(Stored data)
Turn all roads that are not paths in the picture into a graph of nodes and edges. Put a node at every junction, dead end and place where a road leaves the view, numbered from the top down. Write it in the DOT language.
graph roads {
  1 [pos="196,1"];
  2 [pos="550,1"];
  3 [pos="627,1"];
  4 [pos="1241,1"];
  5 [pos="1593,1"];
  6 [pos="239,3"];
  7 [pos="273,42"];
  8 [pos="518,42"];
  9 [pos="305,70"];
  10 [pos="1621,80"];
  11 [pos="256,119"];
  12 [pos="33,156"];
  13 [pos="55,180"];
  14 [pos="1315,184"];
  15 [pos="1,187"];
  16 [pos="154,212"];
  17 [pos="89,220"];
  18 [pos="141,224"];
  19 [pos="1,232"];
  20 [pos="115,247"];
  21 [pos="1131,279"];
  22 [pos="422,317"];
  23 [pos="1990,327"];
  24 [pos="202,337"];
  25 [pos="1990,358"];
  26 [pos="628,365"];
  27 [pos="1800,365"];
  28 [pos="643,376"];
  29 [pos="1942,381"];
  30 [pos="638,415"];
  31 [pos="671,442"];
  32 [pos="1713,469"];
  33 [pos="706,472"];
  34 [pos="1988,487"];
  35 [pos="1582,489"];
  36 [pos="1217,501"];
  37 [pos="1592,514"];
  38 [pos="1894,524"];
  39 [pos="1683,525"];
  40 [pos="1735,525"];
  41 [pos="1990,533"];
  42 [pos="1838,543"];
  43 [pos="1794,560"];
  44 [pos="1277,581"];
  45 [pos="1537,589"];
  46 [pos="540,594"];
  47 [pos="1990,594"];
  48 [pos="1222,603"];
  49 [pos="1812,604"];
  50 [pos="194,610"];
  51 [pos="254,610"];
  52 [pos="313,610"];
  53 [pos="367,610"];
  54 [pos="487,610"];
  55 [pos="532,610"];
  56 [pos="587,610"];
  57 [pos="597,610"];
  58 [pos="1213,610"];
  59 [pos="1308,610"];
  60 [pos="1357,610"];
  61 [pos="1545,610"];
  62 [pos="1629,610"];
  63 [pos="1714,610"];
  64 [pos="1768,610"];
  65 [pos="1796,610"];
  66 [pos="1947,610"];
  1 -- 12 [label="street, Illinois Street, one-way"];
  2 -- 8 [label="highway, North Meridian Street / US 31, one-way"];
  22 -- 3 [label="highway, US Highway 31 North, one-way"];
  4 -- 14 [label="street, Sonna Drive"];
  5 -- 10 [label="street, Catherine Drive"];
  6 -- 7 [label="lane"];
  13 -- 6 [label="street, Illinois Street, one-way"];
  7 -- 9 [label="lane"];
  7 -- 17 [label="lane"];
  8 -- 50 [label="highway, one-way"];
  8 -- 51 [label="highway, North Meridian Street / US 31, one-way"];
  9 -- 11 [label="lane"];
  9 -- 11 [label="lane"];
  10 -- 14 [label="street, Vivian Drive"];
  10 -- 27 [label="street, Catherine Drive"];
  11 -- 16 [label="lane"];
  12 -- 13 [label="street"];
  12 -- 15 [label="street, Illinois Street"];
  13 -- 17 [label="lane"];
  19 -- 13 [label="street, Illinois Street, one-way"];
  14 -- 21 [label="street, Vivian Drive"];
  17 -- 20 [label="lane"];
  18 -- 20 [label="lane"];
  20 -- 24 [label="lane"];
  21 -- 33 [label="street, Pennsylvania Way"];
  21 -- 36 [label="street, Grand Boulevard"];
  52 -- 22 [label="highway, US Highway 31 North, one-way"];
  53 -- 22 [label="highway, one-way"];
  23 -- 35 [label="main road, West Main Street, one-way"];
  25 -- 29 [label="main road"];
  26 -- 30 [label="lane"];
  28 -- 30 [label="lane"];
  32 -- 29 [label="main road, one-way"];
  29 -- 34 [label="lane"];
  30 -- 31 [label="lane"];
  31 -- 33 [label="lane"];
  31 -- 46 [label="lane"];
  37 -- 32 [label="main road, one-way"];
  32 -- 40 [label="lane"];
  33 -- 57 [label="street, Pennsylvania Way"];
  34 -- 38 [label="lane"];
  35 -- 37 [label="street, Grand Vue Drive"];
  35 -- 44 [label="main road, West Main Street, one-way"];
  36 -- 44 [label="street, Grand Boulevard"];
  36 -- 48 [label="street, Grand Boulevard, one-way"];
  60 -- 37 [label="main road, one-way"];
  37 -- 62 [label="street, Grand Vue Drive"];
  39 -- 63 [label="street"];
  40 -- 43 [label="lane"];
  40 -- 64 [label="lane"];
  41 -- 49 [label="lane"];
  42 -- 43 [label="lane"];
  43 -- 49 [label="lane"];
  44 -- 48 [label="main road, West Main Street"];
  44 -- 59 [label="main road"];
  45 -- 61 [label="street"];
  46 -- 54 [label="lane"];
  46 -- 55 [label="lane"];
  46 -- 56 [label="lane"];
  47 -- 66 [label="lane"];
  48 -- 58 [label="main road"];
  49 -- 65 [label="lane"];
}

▶ **Problem to solve**: Within the entries above, work out how many lines contain the word "Boulevard". The number alone is the answer.

▶ **Answer section**: 3